What you need to do: Could you retype every entry below exactly as written?

*** Opening of Records provided ***

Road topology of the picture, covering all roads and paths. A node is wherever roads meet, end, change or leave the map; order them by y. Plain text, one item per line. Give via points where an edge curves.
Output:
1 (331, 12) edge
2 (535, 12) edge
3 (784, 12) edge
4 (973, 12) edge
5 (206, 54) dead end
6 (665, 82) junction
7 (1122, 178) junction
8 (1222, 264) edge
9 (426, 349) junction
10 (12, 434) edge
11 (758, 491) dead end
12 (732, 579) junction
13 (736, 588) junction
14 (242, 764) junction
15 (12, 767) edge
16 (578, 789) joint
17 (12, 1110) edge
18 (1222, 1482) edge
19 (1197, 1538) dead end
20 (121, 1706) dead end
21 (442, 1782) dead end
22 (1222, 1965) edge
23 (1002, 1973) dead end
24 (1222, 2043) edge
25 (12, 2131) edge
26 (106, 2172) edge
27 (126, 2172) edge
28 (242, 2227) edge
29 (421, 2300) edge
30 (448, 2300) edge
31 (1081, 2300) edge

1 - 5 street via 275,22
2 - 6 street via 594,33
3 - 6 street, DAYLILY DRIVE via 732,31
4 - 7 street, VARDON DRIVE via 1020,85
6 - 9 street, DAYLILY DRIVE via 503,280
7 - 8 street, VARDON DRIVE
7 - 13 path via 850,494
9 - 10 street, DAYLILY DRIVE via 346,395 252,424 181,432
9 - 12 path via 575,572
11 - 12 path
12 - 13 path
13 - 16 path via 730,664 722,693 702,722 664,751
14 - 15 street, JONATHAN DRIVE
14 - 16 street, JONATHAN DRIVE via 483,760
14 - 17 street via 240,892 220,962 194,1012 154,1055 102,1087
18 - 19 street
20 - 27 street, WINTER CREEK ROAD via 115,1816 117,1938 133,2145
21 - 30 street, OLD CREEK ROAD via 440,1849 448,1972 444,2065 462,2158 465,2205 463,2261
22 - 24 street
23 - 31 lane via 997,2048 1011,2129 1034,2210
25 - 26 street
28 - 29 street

*** Close of Records provided ***

Solution to this task:
Road topology of the picture, covering all roads and paths. A node is wherever roads meet, end, change or leave the map; order them by y. Plain text, one item per line. Give via points where an edge curves.
Output:
1 (331, 12) edge
2 (535, 12) edge
3 (784, 12) edge
4 (973, 12) edge
5 (206, 54) dead end
6 (665, 82) junction
7 (1122, 178) junction
8 (1222, 264) edge
9 (426, 349) junction
10 (12, 434) edge
11 (758, 491) dead end
12 (732, 579) junction
13 (736, 588) junction
14 (242, 764) junction
15 (12, 767) edge
16 (578, 789) joint
17 (12, 1110) edge
18 (1222, 1482) edge
19 (1197, 1538) dead end
20 (121, 1706) dead end
21 (442, 1782) dead end
22 (1222, 1965) edge
23 (1002, 1973) dead end
24 (1222, 2043) edge
25 (12, 2131) edge
26 (106, 2172) edge
27 (126, 2172) edge
28 (242, 2227) edge
29 (421, 2300) edge
30 (448, 2300) edge
31 (1081, 2300) edge

1 - 5 street via 275,22
2 - 6 street via 594,33
3 - 6 street, DAYLILY DRIVE via 732,31
4 - 7 street, VARDON DRIVE via 1020,85
6 - 9 street, DAYLILY DRIVE via 503,280
7 - 8 street, VARDON DRIVE
7 - 13 path via 850,494
9 - 10 street, DAYLILY DRIVE via 346,395 252,424 181,432
9 - 12 path via 575,572
11 - 12 path
12 - 13 path
13 - 16 path via 730,664 722,693 702,722 664,751
14 - 15 street, JONATHAN DRIVE
14 - 16 street, JONATHAN DRIVE via 483,760
14 - 17 street via 240,892 220,962 194,1012 154,1055 102,1087
18 - 19 street
20 - 27 street, WINTER CREEK ROAD via 115,1816 117,1938 133,2145
21 - 30 street, OLD CREEK ROAD via 440,1849 448,1972 444,2065 462,2158 465,2205 463,2261
22 - 24 street
23 - 31 lane via 997,2048 1011,2129 1034,2210
25 - 26 street
28 - 29 street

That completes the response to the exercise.